近代風景画は、既成の目にさらされた名所絵からはなれて、自らの眼をとおした風景を発見していった歴史である。明治以来の画家たちは、解き放たれたように絵の具をもって各地を歩き山河を描いたが、石井柏亭はそうした画家たちの系譜に連なる存在である。さらには海外へもむかい、初期の代表作を生み出した欧州旅行をはじめ、戦前の朝鮮、満洲、あるいは戦後の米国への旅など、自然の風景や風土を求めつづけた。 柏亭は旅した土地について文章も残しており、単に描くというよりも紀行そのものを記述していったと言ってもよいかもしれない。彼ほど絵と文章一体で風景を描き留めた作家はいないだろう。

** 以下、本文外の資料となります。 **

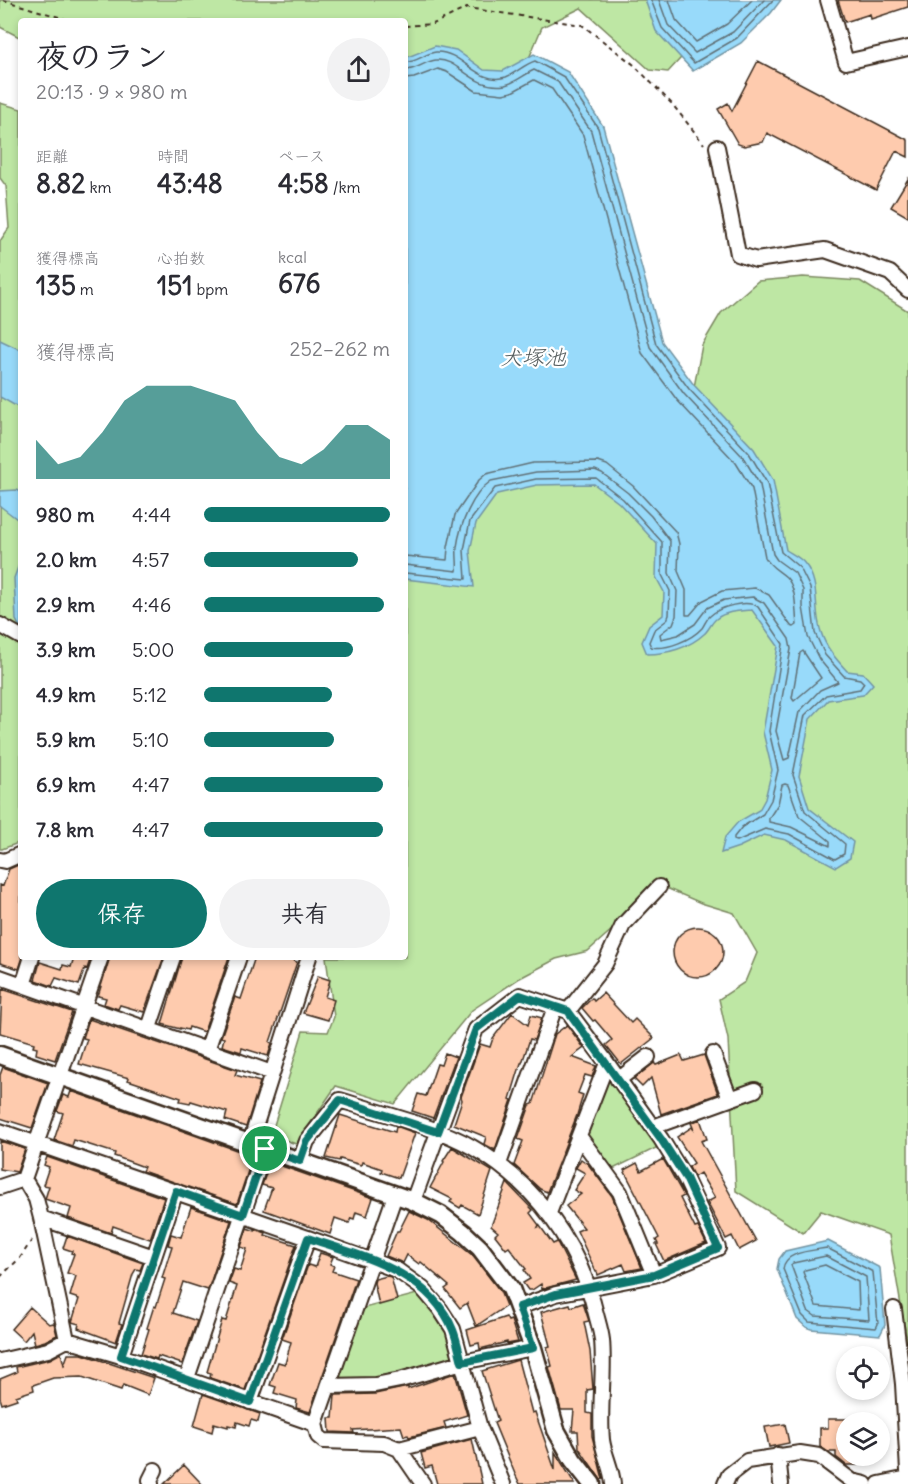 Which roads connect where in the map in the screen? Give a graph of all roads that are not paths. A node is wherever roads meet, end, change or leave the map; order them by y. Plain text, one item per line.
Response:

明治末に流行し多くの画家に愛された水彩には、もっとも柏亭らしさが活かされている。明治の風景画には自然にたいしての陶酔感がみられるのに対して、柏亭は平凡な自然、散文的な自然をとらえようとしている。水と山が織りなす広がりは彼に欠かせない題材であり、透明な輝きと、平穏な美しさがある。
また、石井柏亭は家族や旅先で見いだした人々を描いている。それは人物とその雰囲気とをひとまとめに包み込むような作品である。人々の佇まいや家族の憩いのひとときのその日常性のなかに、「自然」を見いだした。柏亭は、風景と日常性にある「自然」を発見することによって、日本の特性(ローカル・カラー)を表現しようとした。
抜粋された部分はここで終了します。